*** Opening Entries shown ***

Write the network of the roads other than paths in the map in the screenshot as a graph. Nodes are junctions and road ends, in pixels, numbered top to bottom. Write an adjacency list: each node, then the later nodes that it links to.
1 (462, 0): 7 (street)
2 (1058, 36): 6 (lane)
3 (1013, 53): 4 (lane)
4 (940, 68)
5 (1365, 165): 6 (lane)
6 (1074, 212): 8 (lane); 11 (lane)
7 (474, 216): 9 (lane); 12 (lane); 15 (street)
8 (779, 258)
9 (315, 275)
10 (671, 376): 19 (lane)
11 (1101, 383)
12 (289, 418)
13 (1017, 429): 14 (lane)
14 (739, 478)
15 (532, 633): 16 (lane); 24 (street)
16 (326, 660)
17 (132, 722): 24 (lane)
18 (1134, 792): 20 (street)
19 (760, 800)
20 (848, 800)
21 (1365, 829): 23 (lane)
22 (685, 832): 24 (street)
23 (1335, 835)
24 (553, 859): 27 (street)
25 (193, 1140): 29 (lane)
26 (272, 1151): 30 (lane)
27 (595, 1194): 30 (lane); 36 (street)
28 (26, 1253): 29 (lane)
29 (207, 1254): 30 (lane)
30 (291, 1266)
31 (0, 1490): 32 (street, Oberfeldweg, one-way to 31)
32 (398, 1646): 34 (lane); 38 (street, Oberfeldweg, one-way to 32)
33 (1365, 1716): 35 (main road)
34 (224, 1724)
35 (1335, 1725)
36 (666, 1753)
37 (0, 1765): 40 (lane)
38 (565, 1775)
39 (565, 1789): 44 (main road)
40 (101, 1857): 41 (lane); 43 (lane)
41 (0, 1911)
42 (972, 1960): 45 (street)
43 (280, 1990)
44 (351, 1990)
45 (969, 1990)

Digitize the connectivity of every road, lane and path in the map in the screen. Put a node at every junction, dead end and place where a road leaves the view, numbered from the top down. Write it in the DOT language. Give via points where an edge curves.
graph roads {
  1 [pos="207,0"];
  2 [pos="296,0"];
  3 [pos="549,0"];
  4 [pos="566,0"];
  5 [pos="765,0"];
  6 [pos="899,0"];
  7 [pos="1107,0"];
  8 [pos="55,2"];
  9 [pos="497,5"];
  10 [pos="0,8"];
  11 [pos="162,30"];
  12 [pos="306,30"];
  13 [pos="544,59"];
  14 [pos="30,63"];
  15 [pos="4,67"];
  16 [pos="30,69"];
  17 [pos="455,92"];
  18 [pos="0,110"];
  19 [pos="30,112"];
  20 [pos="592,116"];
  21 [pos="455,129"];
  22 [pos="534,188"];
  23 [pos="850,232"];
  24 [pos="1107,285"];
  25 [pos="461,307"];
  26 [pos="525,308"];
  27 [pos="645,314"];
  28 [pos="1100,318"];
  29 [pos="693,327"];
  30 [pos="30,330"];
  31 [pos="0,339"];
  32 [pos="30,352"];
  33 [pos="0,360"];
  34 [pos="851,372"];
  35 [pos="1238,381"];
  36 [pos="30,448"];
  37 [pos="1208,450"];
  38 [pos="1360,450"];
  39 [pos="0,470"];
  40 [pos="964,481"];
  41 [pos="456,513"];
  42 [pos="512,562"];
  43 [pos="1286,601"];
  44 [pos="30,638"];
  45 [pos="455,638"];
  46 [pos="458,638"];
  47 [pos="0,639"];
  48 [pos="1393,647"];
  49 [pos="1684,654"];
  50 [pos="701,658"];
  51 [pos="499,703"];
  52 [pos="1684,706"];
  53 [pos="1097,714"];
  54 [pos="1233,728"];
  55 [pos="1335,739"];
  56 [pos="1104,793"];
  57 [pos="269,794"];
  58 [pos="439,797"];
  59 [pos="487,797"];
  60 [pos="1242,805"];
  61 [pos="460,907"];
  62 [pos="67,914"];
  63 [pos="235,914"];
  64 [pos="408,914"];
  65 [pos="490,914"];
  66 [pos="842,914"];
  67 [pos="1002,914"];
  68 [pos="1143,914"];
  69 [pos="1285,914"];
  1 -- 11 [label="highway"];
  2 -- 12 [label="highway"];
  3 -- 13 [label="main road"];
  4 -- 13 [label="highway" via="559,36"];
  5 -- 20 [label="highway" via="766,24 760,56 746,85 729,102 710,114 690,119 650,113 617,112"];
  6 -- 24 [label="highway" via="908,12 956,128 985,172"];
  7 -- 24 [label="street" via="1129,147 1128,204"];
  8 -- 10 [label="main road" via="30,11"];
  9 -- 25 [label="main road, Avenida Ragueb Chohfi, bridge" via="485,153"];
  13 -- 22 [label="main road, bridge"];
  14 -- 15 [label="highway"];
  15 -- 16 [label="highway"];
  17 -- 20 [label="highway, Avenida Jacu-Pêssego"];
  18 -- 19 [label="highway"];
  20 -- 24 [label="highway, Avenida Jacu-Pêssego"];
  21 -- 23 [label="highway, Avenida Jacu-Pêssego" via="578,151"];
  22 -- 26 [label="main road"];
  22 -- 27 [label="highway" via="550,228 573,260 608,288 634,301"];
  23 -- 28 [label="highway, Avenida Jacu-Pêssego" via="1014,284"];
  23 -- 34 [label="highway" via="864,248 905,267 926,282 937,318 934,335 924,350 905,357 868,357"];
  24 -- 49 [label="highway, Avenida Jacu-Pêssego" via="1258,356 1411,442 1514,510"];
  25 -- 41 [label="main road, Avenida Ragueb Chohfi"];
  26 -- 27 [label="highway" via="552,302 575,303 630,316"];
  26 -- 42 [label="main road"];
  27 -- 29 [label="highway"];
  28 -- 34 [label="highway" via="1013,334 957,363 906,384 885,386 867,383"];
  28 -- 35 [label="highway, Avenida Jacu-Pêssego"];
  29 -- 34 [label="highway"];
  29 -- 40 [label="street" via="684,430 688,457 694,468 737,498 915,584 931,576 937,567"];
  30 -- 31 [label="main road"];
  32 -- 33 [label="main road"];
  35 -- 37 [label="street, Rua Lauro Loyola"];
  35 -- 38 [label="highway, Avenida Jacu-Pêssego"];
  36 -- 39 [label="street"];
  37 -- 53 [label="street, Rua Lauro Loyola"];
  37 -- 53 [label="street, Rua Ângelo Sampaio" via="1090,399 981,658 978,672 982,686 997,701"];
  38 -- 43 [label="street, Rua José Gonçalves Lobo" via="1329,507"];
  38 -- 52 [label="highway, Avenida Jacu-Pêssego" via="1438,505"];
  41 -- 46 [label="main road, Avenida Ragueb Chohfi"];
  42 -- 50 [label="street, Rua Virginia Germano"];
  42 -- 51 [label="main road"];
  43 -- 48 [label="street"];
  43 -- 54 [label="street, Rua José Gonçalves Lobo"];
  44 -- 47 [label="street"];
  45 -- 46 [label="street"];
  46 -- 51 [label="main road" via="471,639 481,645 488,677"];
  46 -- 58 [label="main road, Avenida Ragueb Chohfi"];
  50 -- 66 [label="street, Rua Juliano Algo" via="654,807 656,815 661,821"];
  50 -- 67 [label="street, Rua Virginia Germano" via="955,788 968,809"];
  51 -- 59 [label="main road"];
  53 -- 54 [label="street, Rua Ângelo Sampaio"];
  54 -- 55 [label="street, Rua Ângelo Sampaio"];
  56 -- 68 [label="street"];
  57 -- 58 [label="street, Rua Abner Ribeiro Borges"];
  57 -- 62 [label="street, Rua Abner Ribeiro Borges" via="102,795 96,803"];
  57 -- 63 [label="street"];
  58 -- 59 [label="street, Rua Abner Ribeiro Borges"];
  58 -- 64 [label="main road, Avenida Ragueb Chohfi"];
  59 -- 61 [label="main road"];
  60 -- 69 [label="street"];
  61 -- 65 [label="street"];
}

*** Closing Entries shown ***

# [Problem details]
Write out the whole listing once more, exactly as it reads.

# [Completed exercise]
Write the network of the roads other than paths in the map in the screenshot as a graph. Nodes are junctions and road ends, in pixels, numbered top to bottom. Write an adjacency list: each node, then the later nodes that it links to.
1 (462, 0): 7 (street)
2 (1058, 36): 6 (lane)
3 (1013, 53): 4 (lane)
4 (940, 68)
5 (1365, 165): 6 (lane)
6 (1074, 212): 8 (lane); 11 (lane)
7 (474, 216): 9 (lane); 12 (lane); 15 (street)
8 (779, 258)
9 (315, 275)
10 (671, 376): 19 (lane)
11 (1101, 383)
12 (289, 418)
13 (1017, 429): 14 (lane)
14 (739, 478)
15 (532, 633): 16 (lane); 24 (street)
16 (326, 660)
17 (132, 722): 24 (lane)
18 (1134, 792): 20 (street)
19 (760, 800)
20 (848, 800)
21 (1365, 829): 23 (lane)
22 (685, 832): 24 (street)
23 (1335, 835)
24 (553, 859): 27 (street)
25 (193, 1140): 29 (lane)
26 (272, 1151): 30 (lane)
27 (595, 1194): 30 (lane); 36 (street)
28 (26, 1253): 29 (lane)
29 (207, 1254): 30 (lane)
30 (291, 1266)
31 (0, 1490): 32 (street, Oberfeldweg, one-way to 31)
32 (398, 1646): 34 (lane); 38 (street, Oberfeldweg, one-way to 32)
33 (1365, 1716): 35 (main road)
34 (224, 1724)
35 (1335, 1725)
36 (666, 1753)
37 (0, 1765): 40 (lane)
38 (565, 1775)
39 (565, 1789): 44 (main road)
40 (101, 1857): 41 (lane); 43 (lane)
41 (0, 1911)
42 (972, 1960): 45 (street)
43 (280, 1990)
44 (351, 1990)
45 (969, 1990)

Digitize the connectivity of every road, lane and path in the map in the screen. Put a node at every junction, dead end and place where a road leaves the view, numbered from the top down. Write it in the DOT language. Give via points where an edge curves.
graph roads {
  1 [pos="207,0"];
  2 [pos="296,0"];
  3 [pos="549,0"];
  4 [pos="566,0"];
  5 [pos="765,0"];
  6 [pos="899,0"];
  7 [pos="1107,0"];
  8 [pos="55,2"];
  9 [pos="497,5"];
  10 [pos="0,8"];
  11 [pos="162,30"];
  12 [pos="306,30"];
  13 [pos="544,59"];
  14 [pos="30,63"];
  15 [pos="4,67"];
  16 [pos="30,69"];
  17 [pos="455,92"];
  18 [pos="0,110"];
  19 [pos="30,112"];
  20 [pos="592,116"];
  21 [pos="455,129"];
  22 [pos="534,188"];
  23 [pos="850,232"];
  24 [pos="1107,285"];
  25 [pos="461,307"];
  26 [pos="525,308"];
  27 [pos="645,314"];
  28 [pos="1100,318"];
  29 [pos="693,327"];
  30 [pos="30,330"];
  31 [pos="0,339"];
  32 [pos="30,352"];
  33 [pos="0,360"];
  34 [pos="851,372"];
  35 [pos="1238,381"];
  36 [pos="30,448"];
  37 [pos="1208,450"];
  38 [pos="1360,450"];
  39 [pos="0,470"];
  40 [pos="964,481"];
  41 [pos="456,513"];
  42 [pos="512,562"];
  43 [pos="1286,601"];
  44 [pos="30,638"];
  45 [pos="455,638"];
  46 [pos="458,638"];
  47 [pos="0,639"];
  48 [pos="1393,647"];
  49 [pos="1684,654"];
  50 [pos="701,658"];
  51 [pos="499,703"];
  52 [pos="1684,706"];
  53 [pos="1097,714"];
  54 [pos="1233,728"];
  55 [pos="1335,739"];
  56 [pos="1104,793"];
  57 [pos="269,794"];
  58 [pos="439,797"];
  59 [pos="487,797"];
  60 [pos="1242,805"];
  61 [pos="460,907"];
  62 [pos="67,914"];
  63 [pos="235,914"];
  64 [pos="408,914"];
  65 [pos="490,914"];
  66 [pos="842,914"];
  67 [pos="1002,914"];
  68 [pos="1143,914"];
  69 [pos="1285,914"];
  1 -- 11 [label="highway"];
  2 -- 12 [label="highway"];
  3 -- 13 [label="main road"];
  4 -- 13 [label="highway" via="559,36"];
  5 -- 20 [label="highway" via="766,24 760,56 746,85 729,102 710,114 690,119 650,113 617,112"];
  6 -- 24 [label="highway" via="908,12 956,128 985,172"];
  7 -- 24 [label="street" via="1129,147 1128,204"];
  8 -- 10 [label="main road" via="30,11"];
  9 -- 25 [label="main road, Avenida Ragueb Chohfi, bridge" via="485,153"];
  13 -- 22 [label="main road, bridge"];
  14 -- 15 [label="highway"];
  15 -- 16 [label="highway"];
  17 -- 20 [label="highway, Avenida Jacu-Pêssego"];
  18 -- 19 [label="highway"];
  20 -- 24 [label="highway, Avenida Jacu-Pêssego"];
  21 -- 23 [label="highway, Avenida Jacu-Pêssego" via="578,151"];
  22 -- 26 [label="main road"];
  22 -- 27 [label="highway" via="550,228 573,260 608,288 634,301"];
  23 -- 28 [label="highway, Avenida Jacu-Pêssego" via="1014,284"];
  23 -- 34 [label="highway" via="864,248 905,267 926,282 937,318 934,335 924,350 905,357 868,357"];
  24 -- 49 [label="highway, Avenida Jacu-Pêssego" via="1258,356 1411,442 1514,510"];
  25 -- 41 [label="main road, Avenida Ragueb Chohfi"];
  26 -- 27 [label="highway" via="552,302 575,303 630,316"];
  26 -- 42 [label="main road"];
  27 -- 29 [label="highway"];
  28 -- 34 [label="highway" via="1013,334 957,363 906,384 885,386 867,383"];
  28 -- 35 [label="highway, Avenida Jacu-Pêssego"];
  29 -- 34 [label="highway"];
  29 -- 40 [label="street" via="684,430 688,457 694,468 737,498 915,584 931,576 937,567"];
  30 -- 31 [label="main road"];
  32 -- 33 [label="main road"];
  35 -- 37 [label="street, Rua Lauro Loyola"];
  35 -- 38 [label="highway, Avenida Jacu-Pêssego"];
  36 -- 39 [label="street"];
  37 -- 53 [label="street, Rua Lauro Loyola"];
  37 -- 53 [label="street, Rua Ângelo Sampaio" via="1090,399 981,658 978,672 982,686 997,701"];
  38 -- 43 [label="street, Rua José Gonçalves Lobo" via="1329,507"];
  38 -- 52 [label="highway, Avenida Jacu-Pêssego" via="1438,505"];
  41 -- 46 [label="main road, Avenida Ragueb Chohfi"];
  42 -- 50 [label="street, Rua Virginia Germano"];
  42 -- 51 [label="main road"];
  43 -- 48 [label="street"];
  43 -- 54 [label="street, Rua José Gonçalves Lobo"];
  44 -- 47 [label="street"];
  45 -- 46 [label="street"];
  46 -- 51 [label="main road" via="471,639 481,645 488,677"];
  46 -- 58 [label="main road, Avenida Ragueb Chohfi"];
  50 -- 66 [label="street, Rua Juliano Algo" via="654,807 656,815 661,821"];
  50 -- 67 [label="street, Rua Virginia Germano" via="955,788 968,809"];
  51 -- 59 [label="main road"];
  53 -- 54 [label="street, Rua Ângelo Sampaio"];
  54 -- 55 [label="street, Rua Ângelo Sampaio"];
  56 -- 68 [label="street"];
  57 -- 58 [label="street, Rua Abner Ribeiro Borges"];
  57 -- 62 [label="street, Rua Abner Ribeiro Borges" via="102,795 96,803"];
  57 -- 63 [label="street"];
  58 -- 59 [label="street, Rua Abner Ribeiro Borges"];
  58 -- 64 [label="main road, Avenida Ragueb Chohfi"];
  59 -- 61 [label="main road"];
  60 -- 69 [label="street"];
  61 -- 65 [label="street"];
}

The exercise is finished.